A crew-availability feature tracks which crew members are unavailable on which dates. The data lives in GHL as a custom field on each contact record. To write to it, you call PUT /contacts/{id} with a customFields array — each entry containing a field ID and a value.

The bug: we had a placeholder field ID in the code. Something like REPLACE_WITH_GHL_FIELD_ID. A real-looking UUID was needed; we hadn’t swapped it in yet for local testing. When we made the API call with the placeholder, GHL returned 200. The contact update was confirmed as successful. The field was silently ignored.

Not a validation error. Not a 404. Not a 422. HTTP 200. “OK.”

When you look at the GHL response body after a successful contact update, it returns the updated contact record. The customFields array in that record reflects what GHL actually stored — and if you checked it, the field wasn’t there. But we weren’t checking the response body on every write. You don’t usually have to. An HTTP 200 is supposed to mean it worked.

The specific failure mode

There’s a class of API behaviour worth naming: the silent discard. The request was well-formed enough that the server accepted it. But the server applied only part of it, dropped the rest, and returned success anyway.

The GHL docs don’t document this behaviour explicitly. You’d discover it by reading the full response body carefully, or by checking the stored data. Both require knowing the failure mode exists to think to look.

This is different from a malformed request. A malformed request gets a 4xx. You know immediately. The feedback loop is tight. With a silent discard, the feedback loop is as long as it takes to notice that the data didn’t change — which could be instantly, or could be when a user hits a feature that depended on it.

The 200 response codes you trust the most are the ones that can hurt you the most.

Why it’s hard to defend against

You cannot write a test that catches a silent discard unless you test what was actually stored, not just what the API responded with. This sounds obvious in retrospect. It’s easy to miss in practice.

A typical write-path test might look like: call the function, assert no error was thrown, assert the API response status was 200. That test passes. The data was never written.

The correct test: call the function, then read the data back from the source of truth and assert it matches what you sent. That test would catch it. It also requires two round trips instead of one, and it requires knowing that the API might lie about success.

Most code I write doesn’t assume the underlying API will lie. That’s a reasonable default — most APIs don’t. But some do, silently, in specific conditions, without documentation. The only way to know is to test through the API, not up to it.

What we changed

Two things.

First, the write function now reads back the updated field after every write and verifies it matches what was sent. If it doesn’t, it throws. The test catches the class of error, not just the specific instance.

Second, we tightened the validation on field IDs. A field ID that doesn’t match a known GHL field format now fails loudly before the API call is made. Placeholder strings don’t make it to production.

The second fix is specific to this incident. The first fix is the general one.

The broader point

HTTP 200 means the server processed your request. It doesn’t mean your data is now stored.

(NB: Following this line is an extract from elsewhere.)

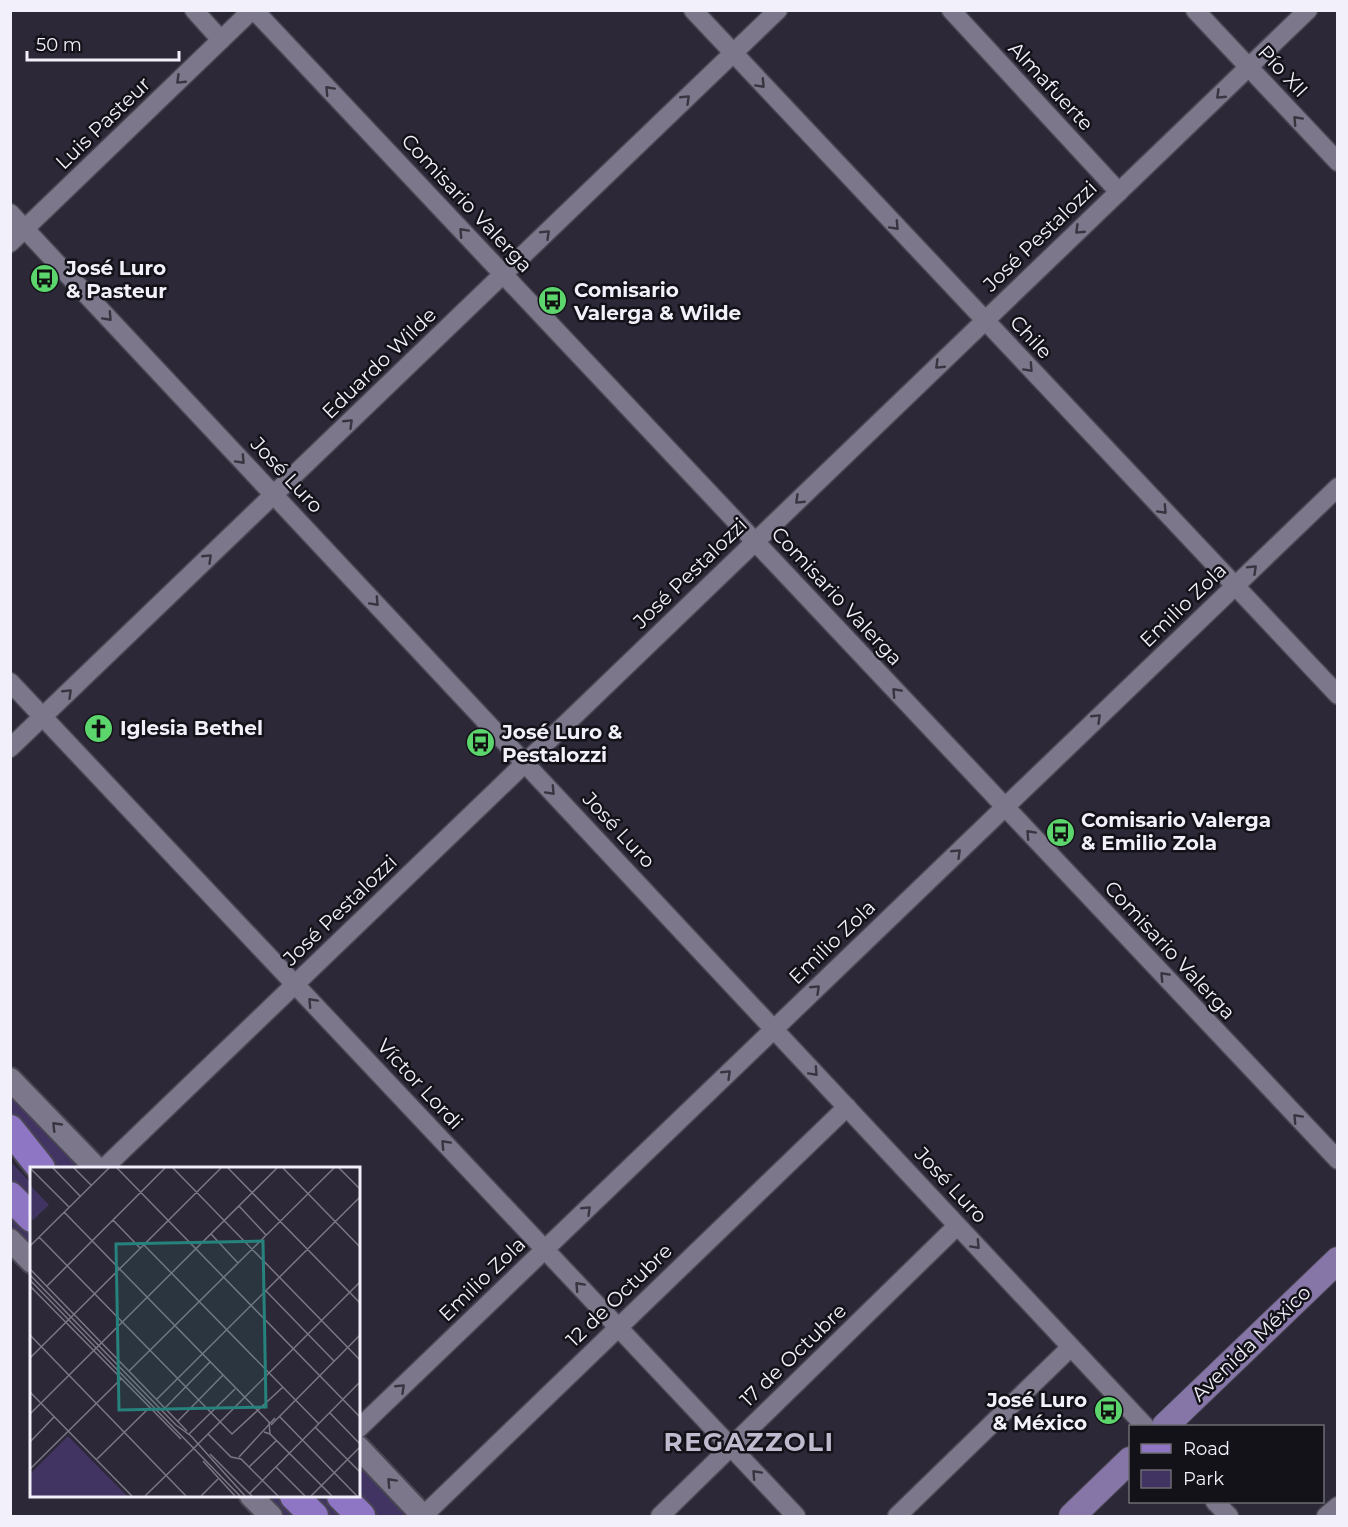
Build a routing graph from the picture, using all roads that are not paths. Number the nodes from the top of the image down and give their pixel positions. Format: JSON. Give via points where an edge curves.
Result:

It doesn’t mean what you sent was accepted in full. It means the server responded without error.

Most of the time, those are the same thing. Enough of the time that it’s easy to conflate them. And then you get an API that says yes while doing nothing, and you spend time debugging in the wrong direction — checking your code, checking your logic, not thinking to check whether the thing you wrote is actually there.

The lesson isn’t “don’t trust APIs.” The lesson is: for data that matters, verify the outcome, not just the response. Read it back. Assert it. Don’t let an HTTP 200 be the last word.

Especially if the API has a pattern of accepting unknown field IDs without complaint. That’s a hint about the contract you’re actually dealing with.